Service Families Accommodation.Building Insurance

Hello All,
Not sure if this is in the right place,so if it needs to be moved please inform me as to where.

Some may not be aware but there has been a recent change of status of Insurance for Service Families Accommodation.
Occupants are now advised to arrange Building coverage up to £20,000.

If you occupy Service Families Accommodation you will have signed a Service Licence to Occupy document due to this you are not classed as a tenant and the MOD state the minimum requirement form the 1st August 2011 is set at £20,000.

As the JSP 464 Tri service regulations state the agreements are Licence to Occupy, this means that standard home Insurance policies do not cover potential liability

The Services Insurance and Investment panel have provided a webpage detailing insurance companies that can offer and organise policies to fit the requirements.

The webpage can be found at or the home page
Has a DIN been published to inform SFA occupants of the change?

Buildings coverage only a requirement if you own the bricks and mortar.
Why not phone the HIC and find out?

Is this for bricks and mortar cover?
This is what it says. "if you occupy sfa or SSfa you will have signed. An agreement when u moved into the property called a Service License to Occupy Service. Family Accommodation known as license to occupy. Due to this you are not classed as a tenant. Within the license there is a clause that states that you are liable for damage up to at least the sum advised by the MOD which from 1 Aug 11 is set at 20,000pounds. Standard home insurance policies do not cover your liability"

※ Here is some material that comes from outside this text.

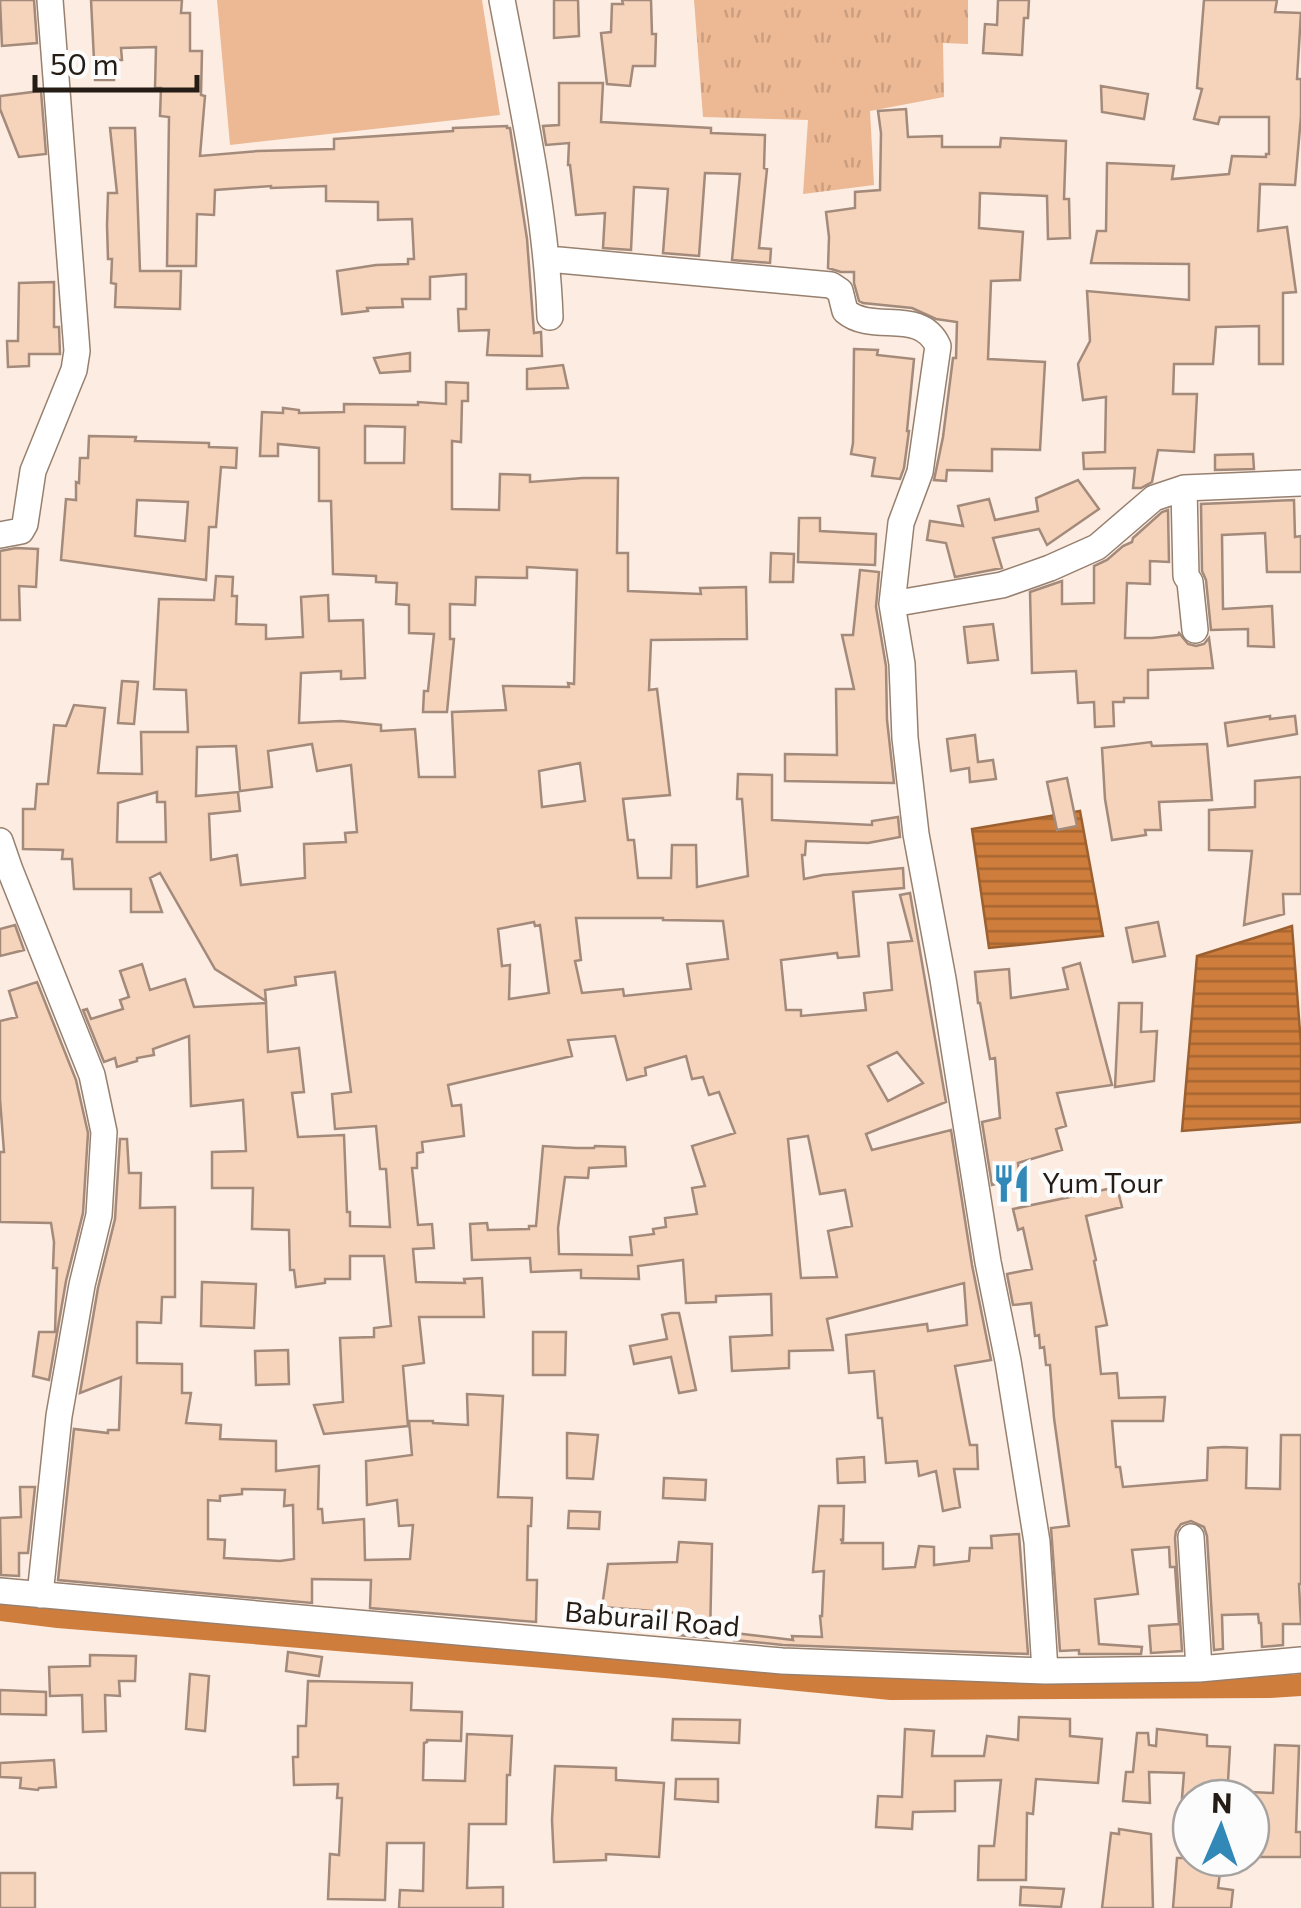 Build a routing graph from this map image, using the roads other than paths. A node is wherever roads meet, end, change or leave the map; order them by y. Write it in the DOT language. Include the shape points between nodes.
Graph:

So we need to get cover for bricks and mortar.

Check the following link for further details


Book Reviewer
How many Insurance companies will provide £20,000 bricks and mortar cover for a home you

a) Do not own
b) Have no valuation for
c) have no condition report for?

Any that do will ramp up the costs as well.
AFF aren't aware of the need for buildings insurance, the licence agreement recommends contents and liability insurance.
I was not aware of any requirement to insure bricks and mortar either. and the link supplied by the OP does not actually say bricks and mortar (aka buildings cover) but the wording on that page is either genuinely confusing or there really is a requirement to cover the first 20K of damage to the "landlord's" property. Unless someone beats me to it (which you are very welcome to do!), I will take a look later at the JSP (464?) and the licence to occupy.
OK, I have had a quick look at it. The Service Licence to Occupy granted by DE OPS HOUSING states that:

7.1 To cover Your legal liabilities, You are strongly advised to arrange insurance for:
7.1.1 Your liability to Us up to at least the sum advised currently by the MOD.
7.1.2 Your personal property and that of any spouse/civil partner or child; and
7.1.3 Your liability to third parties in respect of injury to them and damage to their property.
7.2 Although We strongly advise You to obtain insurance to cover Your liability to Us for the sum advised currently by the MOD. We may bring claims against You whether or not you are covered by insurance.

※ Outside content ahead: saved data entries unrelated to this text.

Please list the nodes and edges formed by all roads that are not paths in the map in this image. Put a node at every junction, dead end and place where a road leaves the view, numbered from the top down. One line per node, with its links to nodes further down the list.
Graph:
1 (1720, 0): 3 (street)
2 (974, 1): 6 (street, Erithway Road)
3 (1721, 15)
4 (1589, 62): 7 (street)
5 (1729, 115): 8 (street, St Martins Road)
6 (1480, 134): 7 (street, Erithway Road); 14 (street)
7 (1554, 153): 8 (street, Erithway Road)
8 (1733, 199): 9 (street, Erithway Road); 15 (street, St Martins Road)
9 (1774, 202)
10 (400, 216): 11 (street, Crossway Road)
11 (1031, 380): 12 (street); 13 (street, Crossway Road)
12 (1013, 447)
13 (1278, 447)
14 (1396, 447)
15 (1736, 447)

The insurance required does not include bricks-and-mortar buildings cover in the usual sense, but could include claims against the service occupier for damage caused to the building as a result of the occupier's actions or neglect.

About the list of insurers approved for issuing this type of specialist cover, and about the required insurance having been increased to 20K, one would expect some kind of official notification rather than it being left to a commercial website. There should be a recent DIN or something - Can anyone quote the reference?

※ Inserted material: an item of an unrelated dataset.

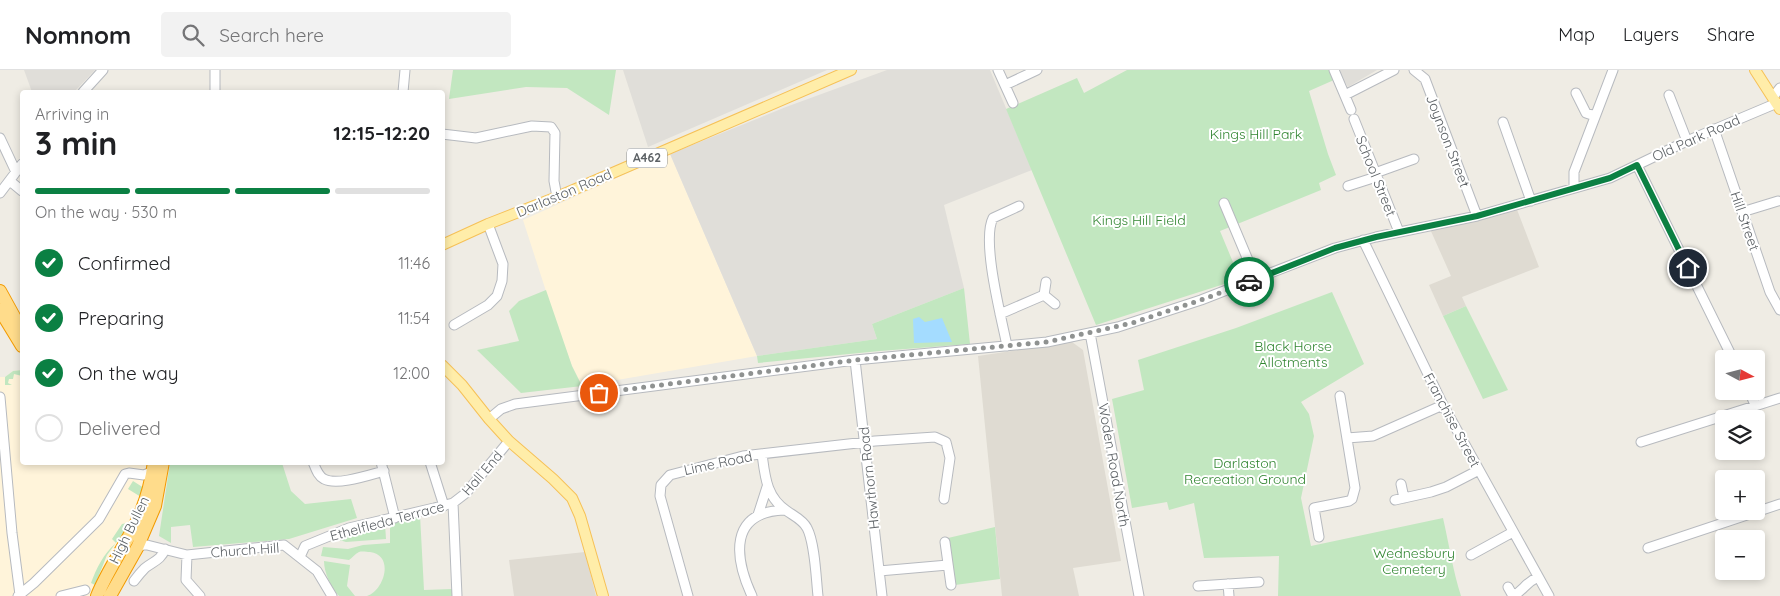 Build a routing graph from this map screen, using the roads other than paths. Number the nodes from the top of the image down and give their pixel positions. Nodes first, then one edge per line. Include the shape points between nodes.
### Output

I expect that this is taken into account, at least notionally, in the SFA charges recommended annually by the AFPRB.
Many thanks hackle,i'm finding this rather confusing due to we dont ownt the property that we live in just like many thousands of HM forces.I will look forward to your answer if you can manage to find one out :)
Surely a licence to occupy is akin to the legal agreement you would sign at a letting agency upon occupying a civilian rental property.

A civilian landlord's responsibilities are set in law, that landlord cant suddenly absolve themselves of that responsibility.

It surely goes that DE (or whoever controls housing now) are also bound by regulations. Regulations they cannot absolve themselves of.

I go for contents insurance and always inform I'm in service accommodation, there's never been a problem.
I've got contents & liability cover with Direct Line, never had any bother in 20yrs!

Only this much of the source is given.